[Supplied entries Boundary: Start]

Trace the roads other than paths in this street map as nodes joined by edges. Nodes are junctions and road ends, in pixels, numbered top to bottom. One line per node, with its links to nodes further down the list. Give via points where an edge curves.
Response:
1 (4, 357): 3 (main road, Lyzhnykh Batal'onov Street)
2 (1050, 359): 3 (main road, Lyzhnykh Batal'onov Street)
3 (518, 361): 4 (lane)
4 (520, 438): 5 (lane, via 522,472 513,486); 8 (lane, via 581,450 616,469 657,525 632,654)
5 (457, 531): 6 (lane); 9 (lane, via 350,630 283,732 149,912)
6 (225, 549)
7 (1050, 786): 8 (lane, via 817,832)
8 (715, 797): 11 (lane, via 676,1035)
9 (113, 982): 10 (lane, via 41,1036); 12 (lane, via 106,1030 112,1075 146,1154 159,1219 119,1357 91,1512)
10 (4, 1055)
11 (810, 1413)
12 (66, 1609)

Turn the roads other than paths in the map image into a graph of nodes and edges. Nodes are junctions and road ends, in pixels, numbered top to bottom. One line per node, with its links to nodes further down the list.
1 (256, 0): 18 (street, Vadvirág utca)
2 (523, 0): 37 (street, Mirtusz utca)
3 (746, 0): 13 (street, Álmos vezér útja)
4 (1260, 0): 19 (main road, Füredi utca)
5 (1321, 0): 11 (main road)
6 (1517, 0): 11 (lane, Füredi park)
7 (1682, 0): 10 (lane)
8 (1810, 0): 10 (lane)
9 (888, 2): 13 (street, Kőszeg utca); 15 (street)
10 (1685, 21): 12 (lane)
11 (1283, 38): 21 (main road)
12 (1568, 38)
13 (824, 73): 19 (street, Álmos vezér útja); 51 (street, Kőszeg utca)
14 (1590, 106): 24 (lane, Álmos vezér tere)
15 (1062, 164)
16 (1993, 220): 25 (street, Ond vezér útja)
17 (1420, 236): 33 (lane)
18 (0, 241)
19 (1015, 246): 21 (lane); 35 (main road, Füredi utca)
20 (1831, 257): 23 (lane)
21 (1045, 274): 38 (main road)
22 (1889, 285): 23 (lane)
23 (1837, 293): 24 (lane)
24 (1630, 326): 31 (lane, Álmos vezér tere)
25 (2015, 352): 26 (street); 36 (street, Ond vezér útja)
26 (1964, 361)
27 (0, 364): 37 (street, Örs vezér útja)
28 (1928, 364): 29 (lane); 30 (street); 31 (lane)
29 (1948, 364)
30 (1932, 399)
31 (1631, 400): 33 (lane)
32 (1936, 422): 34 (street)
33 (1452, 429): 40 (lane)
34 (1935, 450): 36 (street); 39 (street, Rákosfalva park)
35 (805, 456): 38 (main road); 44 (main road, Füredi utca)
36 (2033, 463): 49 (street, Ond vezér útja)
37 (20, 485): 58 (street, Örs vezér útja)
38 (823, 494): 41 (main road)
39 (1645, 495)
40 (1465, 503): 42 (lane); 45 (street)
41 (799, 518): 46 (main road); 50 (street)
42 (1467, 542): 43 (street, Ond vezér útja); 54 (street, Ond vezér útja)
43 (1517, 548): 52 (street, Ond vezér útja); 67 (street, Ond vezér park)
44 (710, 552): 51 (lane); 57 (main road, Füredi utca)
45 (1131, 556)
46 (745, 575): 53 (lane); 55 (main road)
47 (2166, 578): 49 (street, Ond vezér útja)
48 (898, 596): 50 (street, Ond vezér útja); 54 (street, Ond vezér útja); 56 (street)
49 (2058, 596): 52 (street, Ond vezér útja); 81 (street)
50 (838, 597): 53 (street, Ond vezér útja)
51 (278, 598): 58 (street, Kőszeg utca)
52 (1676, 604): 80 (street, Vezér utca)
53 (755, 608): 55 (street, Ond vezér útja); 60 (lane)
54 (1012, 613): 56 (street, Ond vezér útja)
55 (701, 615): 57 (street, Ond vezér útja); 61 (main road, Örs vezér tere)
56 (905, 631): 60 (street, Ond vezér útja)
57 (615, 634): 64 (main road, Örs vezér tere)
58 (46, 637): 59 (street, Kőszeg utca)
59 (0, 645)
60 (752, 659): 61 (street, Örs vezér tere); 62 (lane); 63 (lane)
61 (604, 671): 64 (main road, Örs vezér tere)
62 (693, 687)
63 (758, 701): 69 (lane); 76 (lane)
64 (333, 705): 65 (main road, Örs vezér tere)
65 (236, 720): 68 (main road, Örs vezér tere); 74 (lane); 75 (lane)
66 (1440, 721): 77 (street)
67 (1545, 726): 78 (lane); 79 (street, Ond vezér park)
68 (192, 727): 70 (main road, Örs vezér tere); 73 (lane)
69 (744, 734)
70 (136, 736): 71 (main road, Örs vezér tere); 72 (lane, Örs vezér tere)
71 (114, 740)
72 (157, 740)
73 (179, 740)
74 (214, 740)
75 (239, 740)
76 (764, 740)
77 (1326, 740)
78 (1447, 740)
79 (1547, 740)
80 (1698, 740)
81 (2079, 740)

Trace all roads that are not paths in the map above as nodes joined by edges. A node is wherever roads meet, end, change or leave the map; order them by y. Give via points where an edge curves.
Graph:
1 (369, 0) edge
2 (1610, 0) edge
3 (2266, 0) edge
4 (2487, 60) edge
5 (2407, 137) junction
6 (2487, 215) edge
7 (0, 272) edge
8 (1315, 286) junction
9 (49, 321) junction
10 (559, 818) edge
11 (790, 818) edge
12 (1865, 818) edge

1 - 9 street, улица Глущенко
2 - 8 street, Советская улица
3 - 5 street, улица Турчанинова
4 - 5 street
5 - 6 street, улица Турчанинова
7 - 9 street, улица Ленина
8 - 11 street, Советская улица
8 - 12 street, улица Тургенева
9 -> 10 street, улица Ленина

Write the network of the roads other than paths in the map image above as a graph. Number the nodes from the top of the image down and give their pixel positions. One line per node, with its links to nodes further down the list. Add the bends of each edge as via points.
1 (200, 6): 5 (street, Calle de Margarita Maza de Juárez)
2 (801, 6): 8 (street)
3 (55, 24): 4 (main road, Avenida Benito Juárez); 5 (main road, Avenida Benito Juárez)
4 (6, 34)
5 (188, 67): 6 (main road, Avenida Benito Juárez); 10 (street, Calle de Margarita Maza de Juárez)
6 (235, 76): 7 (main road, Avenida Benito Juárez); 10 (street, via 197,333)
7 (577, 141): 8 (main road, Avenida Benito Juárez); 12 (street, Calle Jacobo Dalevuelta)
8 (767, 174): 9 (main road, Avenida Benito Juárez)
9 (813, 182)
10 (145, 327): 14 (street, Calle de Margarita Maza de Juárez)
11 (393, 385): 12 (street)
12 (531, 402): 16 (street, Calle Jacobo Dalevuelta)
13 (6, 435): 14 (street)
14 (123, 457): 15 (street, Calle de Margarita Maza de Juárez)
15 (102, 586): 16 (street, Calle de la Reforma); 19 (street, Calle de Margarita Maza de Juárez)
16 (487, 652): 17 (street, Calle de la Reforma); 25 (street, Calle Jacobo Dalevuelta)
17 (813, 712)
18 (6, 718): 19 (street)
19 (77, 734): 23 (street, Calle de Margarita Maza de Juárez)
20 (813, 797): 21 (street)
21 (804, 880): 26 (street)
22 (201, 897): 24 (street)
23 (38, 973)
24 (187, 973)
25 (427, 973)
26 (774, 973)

[Supplied entries Boundary: End]

Exercise requirements:
Return the records above verbatim, in their entirety.

Task output:
Trace the roads other than paths in this street map as nodes joined by edges. Nodes are junctions and road ends, in pixels, numbered top to bottom. One line per node, with its links to nodes further down the list. Give via points where an edge curves.
Response:
1 (4, 357): 3 (main road, Lyzhnykh Batal'onov Street)
2 (1050, 359): 3 (main road, Lyzhnykh Batal'onov Street)
3 (518, 361): 4 (lane)
4 (520, 438): 5 (lane, via 522,472 513,486); 8 (lane, via 581,450 616,469 657,525 632,654)
5 (457, 531): 6 (lane); 9 (lane, via 350,630 283,732 149,912)
6 (225, 549)
7 (1050, 786): 8 (lane, via 817,832)
8 (715, 797): 11 (lane, via 676,1035)
9 (113, 982): 10 (lane, via 41,1036); 12 (lane, via 106,1030 112,1075 146,1154 159,1219 119,1357 91,1512)
10 (4, 1055)
11 (810, 1413)
12 (66, 1609)

Turn the roads other than paths in the map image into a graph of nodes and edges. Nodes are junctions and road ends, in pixels, numbered top to bottom. One line per node, with its links to nodes further down the list.
1 (256, 0): 18 (street, Vadvirág utca)
2 (523, 0): 37 (street, Mirtusz utca)
3 (746, 0): 13 (street, Álmos vezér útja)
4 (1260, 0): 19 (main road, Füredi utca)
5 (1321, 0): 11 (main road)
6 (1517, 0): 11 (lane, Füredi park)
7 (1682, 0): 10 (lane)
8 (1810, 0): 10 (lane)
9 (888, 2): 13 (street, Kőszeg utca); 15 (street)
10 (1685, 21): 12 (lane)
11 (1283, 38): 21 (main road)
12 (1568, 38)
13 (824, 73): 19 (street, Álmos vezér útja); 51 (street, Kőszeg utca)
14 (1590, 106): 24 (lane, Álmos vezér tere)
15 (1062, 164)
16 (1993, 220): 25 (street, Ond vezér útja)
17 (1420, 236): 33 (lane)
18 (0, 241)
19 (1015, 246): 21 (lane); 35 (main road, Füredi utca)
20 (1831, 257): 23 (lane)
21 (1045, 274): 38 (main road)
22 (1889, 285): 23 (lane)
23 (1837, 293): 24 (lane)
24 (1630, 326): 31 (lane, Álmos vezér tere)
25 (2015, 352): 26 (street); 36 (street, Ond vezér útja)
26 (1964, 361)
27 (0, 364): 37 (street, Örs vezér útja)
28 (1928, 364): 29 (lane); 30 (street); 31 (lane)
29 (1948, 364)
30 (1932, 399)
31 (1631, 400): 33 (lane)
32 (1936, 422): 34 (street)
33 (1452, 429): 40 (lane)
34 (1935, 450): 36 (street); 39 (street, Rákosfalva park)
35 (805, 456): 38 (main road); 44 (main road, Füredi utca)
36 (2033, 463): 49 (street, Ond vezér útja)
37 (20, 485): 58 (street, Örs vezér útja)
38 (823, 494): 41 (main road)
39 (1645, 495)
40 (1465, 503): 42 (lane); 45 (street)
41 (799, 518): 46 (main road); 50 (street)
42 (1467, 542): 43 (street, Ond vezér útja); 54 (street, Ond vezér útja)
43 (1517, 548): 52 (street, Ond vezér útja); 67 (street, Ond vezér park)
44 (710, 552): 51 (lane); 57 (main road, Füredi utca)
45 (1131, 556)
46 (745, 575): 53 (lane); 55 (main road)
47 (2166, 578): 49 (street, Ond vezér útja)
48 (898, 596): 50 (street, Ond vezér útja); 54 (street, Ond vezér útja); 56 (street)
49 (2058, 596): 52 (street, Ond vezér útja); 81 (street)
50 (838, 597): 53 (street, Ond vezér útja)
51 (278, 598): 58 (street, Kőszeg utca)
52 (1676, 604): 80 (street, Vezér utca)
53 (755, 608): 55 (street, Ond vezér útja); 60 (lane)
54 (1012, 613): 56 (street, Ond vezér útja)
55 (701, 615): 57 (street, Ond vezér útja); 61 (main road, Örs vezér tere)
56 (905, 631): 60 (street, Ond vezér útja)
57 (615, 634): 64 (main road, Örs vezér tere)
58 (46, 637): 59 (street, Kőszeg utca)
59 (0, 645)
60 (752, 659): 61 (street, Örs vezér tere); 62 (lane); 63 (lane)
61 (604, 671): 64 (main road, Örs vezér tere)
62 (693, 687)
63 (758, 701): 69 (lane); 76 (lane)
64 (333, 705): 65 (main road, Örs vezér tere)
65 (236, 720): 68 (main road, Örs vezér tere); 74 (lane); 75 (lane)
66 (1440, 721): 77 (street)
67 (1545, 726): 78 (lane); 79 (street, Ond vezér park)
68 (192, 727): 70 (main road, Örs vezér tere); 73 (lane)
69 (744, 734)
70 (136, 736): 71 (main road, Örs vezér tere); 72 (lane, Örs vezér tere)
71 (114, 740)
72 (157, 740)
73 (179, 740)
74 (214, 740)
75 (239, 740)
76 (764, 740)
77 (1326, 740)
78 (1447, 740)
79 (1547, 740)
80 (1698, 740)
81 (2079, 740)

Trace all roads that are not paths in the map above as nodes joined by edges. A node is wherever roads meet, end, change or leave the map; order them by y. Give via points where an edge curves.
Graph:
1 (369, 0) edge
2 (1610, 0) edge
3 (2266, 0) edge
4 (2487, 60) edge
5 (2407, 137) junction
6 (2487, 215) edge
7 (0, 272) edge
8 (1315, 286) junction
9 (49, 321) junction
10 (559, 818) edge
11 (790, 818) edge
12 (1865, 818) edge

1 - 9 street, улица Глущенко
2 - 8 street, Советская улица
3 - 5 street, улица Турчанинова
4 - 5 street
5 - 6 street, улица Турчанинова
7 - 9 street, улица Ленина
8 - 11 street, Советская улица
8 - 12 street, улица Тургенева
9 -> 10 street, улица Ленина

Write the network of the roads other than paths in the map image above as a graph. Number the nodes from the top of the image down and give their pixel positions. One line per node, with its links to nodes further down the list. Add the bends of each edge as via points.
1 (200, 6): 5 (street, Calle de Margarita Maza de Juárez)
2 (801, 6): 8 (street)
3 (55, 24): 4 (main road, Avenida Benito Juárez); 5 (main road, Avenida Benito Juárez)
4 (6, 34)
5 (188, 67): 6 (main road, Avenida Benito Juárez); 10 (street, Calle de Margarita Maza de Juárez)
6 (235, 76): 7 (main road, Avenida Benito Juárez); 10 (street, via 197,333)
7 (577, 141): 8 (main road, Avenida Benito Juárez); 12 (street, Calle Jacobo Dalevuelta)
8 (767, 174): 9 (main road, Avenida Benito Juárez)
9 (813, 182)
10 (145, 327): 14 (street, Calle de Margarita Maza de Juárez)
11 (393, 385): 12 (street)
12 (531, 402): 16 (street, Calle Jacobo Dalevuelta)
13 (6, 435): 14 (street)
14 (123, 457): 15 (street, Calle de Margarita Maza de Juárez)
15 (102, 586): 16 (street, Calle de la Reforma); 19 (street, Calle de Margarita Maza de Juárez)
16 (487, 652): 17 (street, Calle de la Reforma); 25 (street, Calle Jacobo Dalevuelta)
17 (813, 712)
18 (6, 718): 19 (street)
19 (77, 734): 23 (street, Calle de Margarita Maza de Juárez)
20 (813, 797): 21 (street)
21 (804, 880): 26 (street)
22 (201, 897): 24 (street)
23 (38, 973)
24 (187, 973)
25 (427, 973)
26 (774, 973)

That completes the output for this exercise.